> **INSTRUCTIONS FOR THE TASK**
Search the data below for "bridge"; list each line that holds it.

Collection entries:
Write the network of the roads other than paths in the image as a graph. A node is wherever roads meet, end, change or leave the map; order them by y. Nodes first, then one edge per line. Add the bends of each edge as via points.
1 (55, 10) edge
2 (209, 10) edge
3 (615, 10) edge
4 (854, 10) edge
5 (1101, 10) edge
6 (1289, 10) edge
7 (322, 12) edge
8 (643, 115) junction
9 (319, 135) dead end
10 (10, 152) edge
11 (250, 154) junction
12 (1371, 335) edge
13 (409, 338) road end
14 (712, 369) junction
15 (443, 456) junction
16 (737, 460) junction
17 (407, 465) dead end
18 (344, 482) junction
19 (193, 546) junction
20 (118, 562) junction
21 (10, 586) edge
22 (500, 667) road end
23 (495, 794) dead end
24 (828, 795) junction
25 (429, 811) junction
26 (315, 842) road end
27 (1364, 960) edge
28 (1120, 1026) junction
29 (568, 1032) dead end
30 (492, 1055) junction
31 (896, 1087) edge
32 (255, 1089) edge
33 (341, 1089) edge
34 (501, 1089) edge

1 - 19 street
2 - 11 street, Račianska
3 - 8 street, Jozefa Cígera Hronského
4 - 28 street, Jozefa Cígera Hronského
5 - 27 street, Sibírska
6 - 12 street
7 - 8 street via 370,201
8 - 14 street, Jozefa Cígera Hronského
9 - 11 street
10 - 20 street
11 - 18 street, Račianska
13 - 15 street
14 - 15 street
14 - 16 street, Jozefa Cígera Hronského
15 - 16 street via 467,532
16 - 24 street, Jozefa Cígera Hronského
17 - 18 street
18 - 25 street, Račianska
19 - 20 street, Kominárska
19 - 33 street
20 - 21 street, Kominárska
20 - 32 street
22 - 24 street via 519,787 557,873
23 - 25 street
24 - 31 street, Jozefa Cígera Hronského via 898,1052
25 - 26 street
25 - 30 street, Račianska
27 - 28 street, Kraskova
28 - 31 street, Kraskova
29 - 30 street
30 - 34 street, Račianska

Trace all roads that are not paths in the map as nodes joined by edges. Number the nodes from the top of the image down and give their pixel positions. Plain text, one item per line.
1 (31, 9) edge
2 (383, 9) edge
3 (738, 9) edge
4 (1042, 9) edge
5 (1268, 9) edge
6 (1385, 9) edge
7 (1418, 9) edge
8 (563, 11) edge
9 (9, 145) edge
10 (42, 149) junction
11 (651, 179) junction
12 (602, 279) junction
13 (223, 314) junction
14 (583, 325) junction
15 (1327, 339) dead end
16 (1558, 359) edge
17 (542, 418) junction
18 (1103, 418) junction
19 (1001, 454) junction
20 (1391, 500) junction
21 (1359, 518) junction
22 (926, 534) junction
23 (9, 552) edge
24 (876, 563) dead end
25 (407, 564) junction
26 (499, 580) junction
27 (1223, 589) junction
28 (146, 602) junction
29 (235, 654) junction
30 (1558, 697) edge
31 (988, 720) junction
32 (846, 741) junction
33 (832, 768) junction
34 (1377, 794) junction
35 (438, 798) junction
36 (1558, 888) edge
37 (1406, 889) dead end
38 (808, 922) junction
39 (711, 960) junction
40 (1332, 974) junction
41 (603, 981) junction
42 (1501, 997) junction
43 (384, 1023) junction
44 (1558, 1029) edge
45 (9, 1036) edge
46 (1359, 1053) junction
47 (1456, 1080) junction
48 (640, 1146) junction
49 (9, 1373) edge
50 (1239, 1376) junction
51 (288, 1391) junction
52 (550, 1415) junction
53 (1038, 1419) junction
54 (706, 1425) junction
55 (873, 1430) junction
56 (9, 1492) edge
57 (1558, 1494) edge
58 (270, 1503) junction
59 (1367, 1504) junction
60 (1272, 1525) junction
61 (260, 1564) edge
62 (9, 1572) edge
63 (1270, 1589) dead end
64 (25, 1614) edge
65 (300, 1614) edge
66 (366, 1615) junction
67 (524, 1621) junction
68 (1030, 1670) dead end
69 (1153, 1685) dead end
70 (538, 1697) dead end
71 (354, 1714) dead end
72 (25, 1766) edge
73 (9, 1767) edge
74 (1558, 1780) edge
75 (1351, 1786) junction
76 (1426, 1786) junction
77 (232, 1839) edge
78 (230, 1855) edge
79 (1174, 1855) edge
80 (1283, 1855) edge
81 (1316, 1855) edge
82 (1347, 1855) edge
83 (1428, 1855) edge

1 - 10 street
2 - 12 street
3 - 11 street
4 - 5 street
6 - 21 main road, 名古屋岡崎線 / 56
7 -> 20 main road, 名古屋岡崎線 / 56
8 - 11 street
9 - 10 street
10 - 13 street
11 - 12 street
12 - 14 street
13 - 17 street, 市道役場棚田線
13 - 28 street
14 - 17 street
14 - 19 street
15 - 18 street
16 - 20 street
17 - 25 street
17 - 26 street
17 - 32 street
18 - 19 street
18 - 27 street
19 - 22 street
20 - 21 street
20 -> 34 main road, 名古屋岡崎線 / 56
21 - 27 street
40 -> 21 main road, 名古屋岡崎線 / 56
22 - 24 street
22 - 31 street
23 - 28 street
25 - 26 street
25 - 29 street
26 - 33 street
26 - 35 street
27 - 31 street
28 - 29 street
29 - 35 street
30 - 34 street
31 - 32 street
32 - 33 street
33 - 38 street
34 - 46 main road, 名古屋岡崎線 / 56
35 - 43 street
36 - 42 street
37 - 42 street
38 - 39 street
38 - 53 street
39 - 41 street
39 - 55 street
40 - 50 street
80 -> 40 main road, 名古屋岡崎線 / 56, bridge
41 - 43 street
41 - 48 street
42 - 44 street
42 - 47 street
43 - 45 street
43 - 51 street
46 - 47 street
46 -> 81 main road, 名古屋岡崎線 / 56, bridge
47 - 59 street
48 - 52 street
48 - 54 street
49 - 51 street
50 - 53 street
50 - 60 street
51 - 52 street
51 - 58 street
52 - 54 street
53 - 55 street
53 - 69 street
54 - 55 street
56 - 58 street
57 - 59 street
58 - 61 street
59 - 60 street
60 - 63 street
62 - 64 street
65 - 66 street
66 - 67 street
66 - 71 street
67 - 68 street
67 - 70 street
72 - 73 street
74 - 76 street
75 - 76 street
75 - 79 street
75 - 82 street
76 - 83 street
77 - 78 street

> **ANSWER FOR THE TASK**
80 -> 40 main road, 名古屋岡崎線 / 56, bridge
46 -> 81 main road, 名古屋岡崎線 / 56, bridge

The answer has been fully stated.